(Data supplied)
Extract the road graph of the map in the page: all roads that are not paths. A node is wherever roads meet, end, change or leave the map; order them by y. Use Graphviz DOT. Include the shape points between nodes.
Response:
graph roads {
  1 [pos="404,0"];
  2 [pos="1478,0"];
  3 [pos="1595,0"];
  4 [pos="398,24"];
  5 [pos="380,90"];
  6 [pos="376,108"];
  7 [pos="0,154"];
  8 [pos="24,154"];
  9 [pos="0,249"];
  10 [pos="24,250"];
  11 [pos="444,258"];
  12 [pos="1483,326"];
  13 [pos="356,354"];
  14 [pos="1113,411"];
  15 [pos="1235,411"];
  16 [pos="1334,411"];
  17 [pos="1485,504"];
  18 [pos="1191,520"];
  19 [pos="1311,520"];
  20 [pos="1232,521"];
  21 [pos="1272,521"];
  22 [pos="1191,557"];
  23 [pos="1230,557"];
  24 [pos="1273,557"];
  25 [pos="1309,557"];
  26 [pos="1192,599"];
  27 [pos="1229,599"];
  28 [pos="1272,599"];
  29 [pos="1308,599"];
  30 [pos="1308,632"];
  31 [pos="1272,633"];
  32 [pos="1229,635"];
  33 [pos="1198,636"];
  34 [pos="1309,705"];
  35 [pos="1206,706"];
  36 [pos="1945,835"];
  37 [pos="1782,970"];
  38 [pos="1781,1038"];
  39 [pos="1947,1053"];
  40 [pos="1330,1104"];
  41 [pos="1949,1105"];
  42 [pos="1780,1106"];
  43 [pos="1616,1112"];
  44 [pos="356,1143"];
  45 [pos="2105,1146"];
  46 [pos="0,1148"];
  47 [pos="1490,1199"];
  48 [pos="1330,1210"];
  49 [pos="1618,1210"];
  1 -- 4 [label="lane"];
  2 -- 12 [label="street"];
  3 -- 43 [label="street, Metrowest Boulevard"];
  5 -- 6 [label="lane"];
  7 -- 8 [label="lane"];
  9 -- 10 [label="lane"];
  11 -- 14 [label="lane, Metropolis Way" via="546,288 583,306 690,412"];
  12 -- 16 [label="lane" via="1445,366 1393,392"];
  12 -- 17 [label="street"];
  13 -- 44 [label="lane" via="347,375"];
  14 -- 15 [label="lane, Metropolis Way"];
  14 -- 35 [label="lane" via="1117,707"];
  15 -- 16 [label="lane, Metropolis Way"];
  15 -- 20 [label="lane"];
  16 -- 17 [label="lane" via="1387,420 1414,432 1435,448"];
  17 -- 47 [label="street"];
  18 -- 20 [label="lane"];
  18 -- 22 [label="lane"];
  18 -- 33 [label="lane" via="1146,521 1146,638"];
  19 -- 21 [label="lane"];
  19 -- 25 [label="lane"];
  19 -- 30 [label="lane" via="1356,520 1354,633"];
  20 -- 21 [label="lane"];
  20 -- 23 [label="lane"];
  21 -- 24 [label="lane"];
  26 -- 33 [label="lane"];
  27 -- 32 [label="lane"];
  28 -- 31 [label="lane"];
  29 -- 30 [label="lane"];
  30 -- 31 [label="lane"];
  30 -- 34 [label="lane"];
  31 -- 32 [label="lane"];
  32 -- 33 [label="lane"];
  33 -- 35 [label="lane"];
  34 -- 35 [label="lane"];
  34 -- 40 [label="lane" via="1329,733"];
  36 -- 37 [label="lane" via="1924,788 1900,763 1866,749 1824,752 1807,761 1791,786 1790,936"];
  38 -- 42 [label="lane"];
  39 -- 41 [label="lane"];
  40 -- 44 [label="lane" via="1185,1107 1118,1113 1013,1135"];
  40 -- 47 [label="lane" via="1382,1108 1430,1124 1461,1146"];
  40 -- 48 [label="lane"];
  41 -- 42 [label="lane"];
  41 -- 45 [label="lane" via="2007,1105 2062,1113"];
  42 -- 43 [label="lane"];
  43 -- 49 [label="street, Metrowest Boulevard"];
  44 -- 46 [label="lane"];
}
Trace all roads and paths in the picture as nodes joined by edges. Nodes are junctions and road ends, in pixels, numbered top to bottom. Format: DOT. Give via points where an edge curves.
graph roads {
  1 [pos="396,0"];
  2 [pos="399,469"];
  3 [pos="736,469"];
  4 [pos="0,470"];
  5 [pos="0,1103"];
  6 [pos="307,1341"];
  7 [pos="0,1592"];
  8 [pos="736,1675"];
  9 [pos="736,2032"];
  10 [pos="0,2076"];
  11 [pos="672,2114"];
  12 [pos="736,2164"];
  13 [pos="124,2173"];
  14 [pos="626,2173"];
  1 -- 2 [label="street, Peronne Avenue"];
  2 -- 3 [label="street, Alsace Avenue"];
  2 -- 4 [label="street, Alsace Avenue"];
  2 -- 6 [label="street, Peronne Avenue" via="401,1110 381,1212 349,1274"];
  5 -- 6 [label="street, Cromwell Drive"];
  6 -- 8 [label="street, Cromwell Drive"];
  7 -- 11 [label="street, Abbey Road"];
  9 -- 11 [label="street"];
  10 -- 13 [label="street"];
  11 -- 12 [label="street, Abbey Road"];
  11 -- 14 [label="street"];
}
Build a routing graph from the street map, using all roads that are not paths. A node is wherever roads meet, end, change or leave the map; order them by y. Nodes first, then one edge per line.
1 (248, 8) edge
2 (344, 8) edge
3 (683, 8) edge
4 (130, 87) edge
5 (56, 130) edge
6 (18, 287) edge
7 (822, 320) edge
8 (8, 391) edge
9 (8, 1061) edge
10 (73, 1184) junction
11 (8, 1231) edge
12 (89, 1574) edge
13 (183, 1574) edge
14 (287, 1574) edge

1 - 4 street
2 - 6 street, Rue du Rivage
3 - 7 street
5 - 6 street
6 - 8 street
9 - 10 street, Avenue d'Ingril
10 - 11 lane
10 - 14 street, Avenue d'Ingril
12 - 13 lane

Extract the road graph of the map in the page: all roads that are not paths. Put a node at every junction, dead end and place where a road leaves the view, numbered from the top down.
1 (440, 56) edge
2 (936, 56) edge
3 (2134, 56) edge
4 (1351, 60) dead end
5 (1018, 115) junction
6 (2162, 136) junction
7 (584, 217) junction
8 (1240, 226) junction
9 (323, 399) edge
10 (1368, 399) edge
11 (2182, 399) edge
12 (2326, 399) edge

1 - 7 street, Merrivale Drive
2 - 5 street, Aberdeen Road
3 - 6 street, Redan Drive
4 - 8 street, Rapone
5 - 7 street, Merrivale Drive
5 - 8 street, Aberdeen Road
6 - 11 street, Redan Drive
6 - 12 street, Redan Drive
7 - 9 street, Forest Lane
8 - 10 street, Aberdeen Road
(End Data supplied)
How many of the lines above include the string "from"? Give only the number.

### Result for this task
2